Judith Harris is a real heroine of mine. Battling a chronic illness and being outside of any formal University, she did some devastatingly effective research resulting in the magnificent book The Nurture Assumption.
She all but snuffed out conventional wisdom about childrearing, with her crushing, and brilliantly researched, critique of prevailing theories, and was awarded the prestigious George A Miller Award in 1998 (ironically he was also the person who turned her down for research at Harvard) Harris has truly changed the face of developmental psychology.

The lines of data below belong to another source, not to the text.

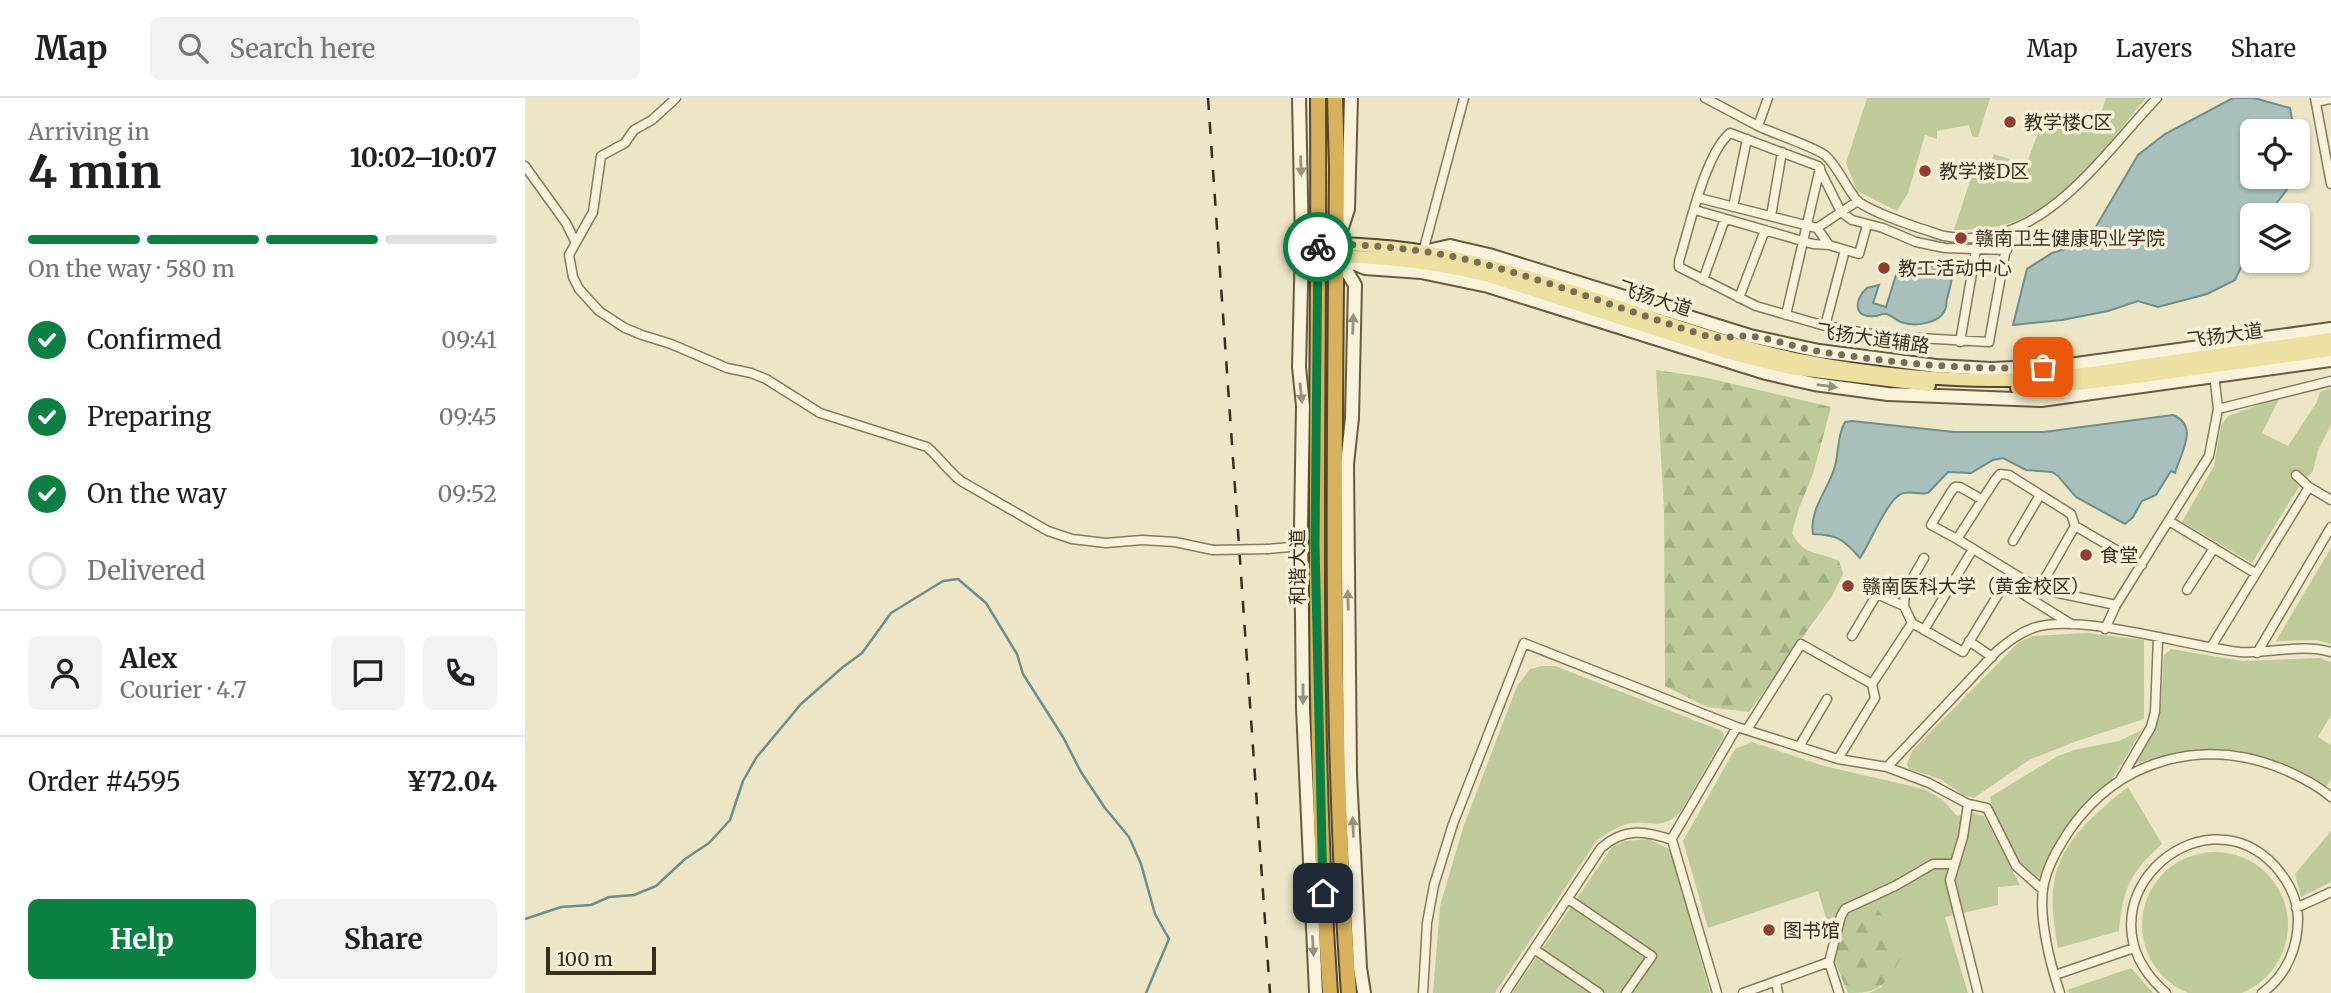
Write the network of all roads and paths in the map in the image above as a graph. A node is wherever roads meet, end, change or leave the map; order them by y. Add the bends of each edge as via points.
1 (676, 98) edge
2 (1299, 98) edge
3 (1318, 98) edge
4 (1335, 98) edge
5 (1351, 98) edge
6 (1464, 98) edge
7 (1705, 98) edge
8 (1768, 98) edge
9 (2157, 98) edge
10 (2331, 99) edge
11 (2316, 100) edge
12 (1758, 126) junction
13 (1747, 139) junction
14 (1782, 152) junction
15 (525, 166) edge
16 (1820, 169) junction
17 (2331, 184) edge
18 (1699, 198) junction
19 (1858, 201) junction
20 (1733, 207) junction
21 (1695, 210) junction
22 (1841, 212) junction
23 (1771, 216) junction
24 (1725, 219) junction
25 (1807, 225) junction
26 (1867, 225) junction
27 (1817, 228) junction
28 (1765, 230) junction
29 (2009, 231) junction
30 (575, 241) junction
31 (1803, 242) junction
32 (1829, 245) junction
33 (1310, 250) junction
34 (1337, 250) junction
35 (1845, 250) junction
36 (1976, 250) junction
37 (2007, 250) junction
38 (1423, 252) junction
39 (1364, 268) junction
40 (1703, 281) junction
41 (1355, 285) junction
42 (1739, 298) junction
43 (1786, 315) junction
44 (1825, 326) junction
45 (2329, 332) edge
46 (1750, 336) junction
47 (1711, 337) junction
48 (1683, 338) junction
49 (1960, 341) junction
50 (1803, 348) junction
51 (2331, 350) edge
52 (2276, 357) junction
53 (1713, 358) junction
54 (2114, 360) junction
55 (2331, 360) edge
56 (2312, 363) junction
57 (2149, 365) junction
58 (1833, 366) junction
59 (2062, 366) junction
60 (2213, 366) junction
61 (1790, 368) junction
62 (1766, 373) junction
63 (1852, 377) junction
64 (2129, 378) junction
65 (2031, 379) junction
66 (2331, 381) edge
67 (2104, 393) junction
68 (1888, 394) junction
69 (2218, 409) junction
70 (2296, 475) dead end
71 (2309, 487) junction
72 (2040, 495) junction
73 (1981, 499) junction
74 (2331, 500) edge
75 (2169, 521) junction
76 (2075, 526) junction
77 (2331, 527) edge
78 (1957, 539) junction
79 (2013, 541) dead end
80 (1303, 545) junction
81 (2214, 548) junction
82 (1973, 549) junction
83 (1924, 558) dead end
84 (2142, 565) junction
85 (2255, 573) junction
86 (2039, 589) junction
87 (2187, 590) dead end
88 (2116, 605) junction
89 (1904, 606) junction
90 (1912, 623) junction
91 (2071, 624) junction
92 (2105, 629) junction
93 (1924, 630) junction
94 (1852, 636) dead end
95 (2158, 638) junction
96 (1969, 641) junction
97 (2211, 647) junction
98 (2331, 652) edge
99 (2257, 653) junction
100 (1992, 657) junction
101 (1873, 684) junction
102 (1827, 698) dead end
103 (1737, 727) junction
104 (1748, 729) junction
105 (1799, 747) junction
106 (1838, 759) junction
107 (1887, 767) junction
108 (2119, 781) junction
109 (2330, 792) edge
110 (1968, 804) junction
111 (1671, 840) junction
112 (1954, 864) junction
113 (2043, 890) junction
114 (2331, 892) edge
115 (1568, 899) junction
116 (2296, 908) junction
117 (2134, 948) junction
118 (1534, 949) junction
119 (1829, 962) junction
120 (2055, 975) junction
121 (1776, 981) junction
122 (1316, 993) edge
123 (1330, 993) edge
124 (1349, 993) edge
125 (1364, 993) edge
126 (1423, 993) edge
127 (1505, 993) edge
128 (1599, 993) edge
129 (1626, 993) edge
130 (1717, 993) edge
131 (1743, 993) edge
132 (1778, 993) edge
133 (1839, 993) edge
134 (1978, 993) edge
135 (2060, 993) edge
136 (2166, 993) edge
137 (2262, 993) edge

1 - 30 street via 634,130 625,143 601,156 593,212
2 -> 33 street
3 - 33 highway, 和谐大道
4 - 34 highway, 和谐大道
5 - 34 street via 1348,209
6 - 38 street
7 - 12 street
8 - 12 street
9 - 29 street via 2078,186 2045,212
10 - 11 street
11 - 17 street
12 - 19 street via 1823,153
13 - 14 street
13 - 18 street via 1730,133 1721,140
13 - 20 street
14 - 16 street
14 - 23 street
15 - 30 street
16 - 22 street
16 - 25 street
18 - 20 street
18 - 21 street
19 - 22 street
19 - 29 street via 1898,221 1945,236 1978,237
20 - 23 street
21 - 24 street
21 - 40 street via 1679,267
22 - 26 street
22 - 27 street
23 - 25 street
24 - 28 street
24 - 40 street
25 - 27 street
25 - 31 street
26 - 35 street via 1859,254
26 - 36 street via 1916,242
27 - 32 street
28 - 31 street
28 - 42 street
29 - 37 street
30 - 80 street, bridge via 569,255 579,289 599,311 625,328 751,373 820,413 927,447 961,481 1048,531 1072,540 1175,542 1213,550
31 - 32 street
31 - 43 street
32 - 35 street
33 - 34 main road, 飞扬大道
33 -> 80 street via 1299,367
33 - 123 highway, 和谐大道 via 1317,709
34 - 38 main road, 飞扬大道
34 - 39 street
34 - 41 street
34 - 48 main road, 飞扬大道 via 1454,267
34 - 124 highway, 和谐大道 via 1336,705
35 - 44 street
36 - 37 street
36 - 49 street
37 - 49 street via 1989,342
38 - 46 street, 飞扬大道辅路 via 1450,246 1489,255
38 - 47 main road, 飞扬大道 via 1494,267
39 - 41 street
39 - 53 street via 1442,275 1488,286
40 - 42 street
125 -> 41 street via 1350,775 1347,464
42 - 43 street
43 - 44 street
44 - 49 street via 1883,336
45 - 54 street, 飞扬大道辅路
45 - 60 main road, 飞扬大道
46 - 47 street
46 - 50 street, 飞扬大道辅路
47 - 58 main road, 飞扬大道
48 - 53 street
48 - 61 main road, 飞扬大道
50 - 58 street
50 - 59 street, 飞扬大道辅路 via 1937,366
51 - 52 main road, 飞扬大道
52 - 56 street
52 - 60 main road, 飞扬大道
53 - 62 street
54 - 57 street
54 - 59 street, 飞扬大道辅路
55 - 56 street
56 - 60 street
57 - 60 main road, 飞扬大道
57 - 65 main road, 飞扬大道
58 - 65 main road, 飞扬大道 via 1934,377
59 - 65 street
60 - 64 main road, 飞扬大道
60 - 67 street
60 - 69 street
61 - 62 street
61 - 63 main road, 飞扬大道
62 -> 68 street
63 - 64 main road, 飞扬大道 via 1934,386 2027,388
63 - 68 street
64 - 67 street
66 - 69 street
67 - 68 street via 2041,400
69 - 75 street via 2209,456
70 - 71 street
71 - 74 street
71 - 85 street
72 - 73 street via 2000,474
72 - 76 street via 2071,514
72 - 79 street
73 - 78 street
73 - 78 street via 1955,487 1931,525
75 - 81 street
75 - 84 street
76 - 84 street
76 - 86 street
77 - 99 street
78 - 82 street
80 -> 122 street via 1303,708
81 - 85 street
81 - 87 street
82 - 86 street
82 - 93 street
83 - 89 street via 1905,591
84 - 88 street
85 - 97 street
86 - 88 street
88 - 92 street
89 - 90 street
89 - 94 street via 1877,594
90 - 93 street
90 - 101 street
91 - 92 street
91 - 96 street via 2005,583
91 - 100 street via 2035,627 2014,637
92 - 95 street
93 - 96 street via 1962,652
95 - 97 street
95 - 108 street via 2151,727
96 - 100 street
97 - 99 street
98 - 99 street via 2308,648
100 - 107 street
101 - 104 street via 1801,644
101 - 106 street via 1875,698
102 - 105 street
103 - 104 street
103 - 111 street
103 - 126 street via 1524,643 1434,885
104 - 105 street
105 - 106 street
106 - 107 street
107 - 110 street
108 - 109 street via 2150,765 2198,753 2267,763
108 - 113 street via 2080,816 2048,869
110 - 112 street
110 - 113 street via 1987,808 2016,866
111 - 115 street via 1649,832 1618,835 1601,848
111 - 130 street
112 - 119 street via 1933,864 1845,909
112 - 134 street via 1950,880
113 - 120 street via 2044,927
114 - 116 street
115 - 118 street
115 - 129 street via 1652,956
116 - 117 street via 2283,875 2250,848 2209,840 2187,845 2153,867 2141,884 2133,903
116 - 137 street via 2297,937 2291,957
117 - 120 street
117 - 136 street via 2152,981
118 - 127 street
118 - 128 street
119 - 121 street
119 - 133 street
120 - 135 street
121 - 131 street
121 - 132 street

Parents Matter Less Than You Think and Peers Matter More
It’s neatly summed up in her subtitle ‘Why Children Turn Out the Way They Do; Parents Matter Less Than You Think and Peers Matter More.’ Finally destroying the last vestiges of Freud’s theories about infant development and many other developmentalist myths, most notably the influence of parents on the personality of their children, she thinks that most research fails to identify controls for heredity. Children behave like their parents because they are genetically related and not because parents treated them in any special way or because of some childhood trauma. In fact growing up in any particular household doesn’t seem to have any significant affect on one’s intellect or personality.
No Two Alike
Her new book is another scorcher. In ‘No Two Alike’ she tackles another big issue – individuality, asking why people are so ‘different’. Her attacks on the significance of birth order (it makes no difference to personality) along with many other plausible hypotheses are devastating. But it’s her ideas around a ‘status’ system that is fascinating. This seems like a good candidate for explaining why even identical twins are different.
1 comment:
Donald, I loved her analogy in the first book -- that if you shuffled the kids in a playground and sent them back to different homes, you couldn't tell the difference when they were grown. The educational variant is that if you took the Stanford freshman class and shipped them to a giant Holiday Inn in the middle of Oklahoma, they'd learn about as much as if they'd stayed on the campus in Palo Alto.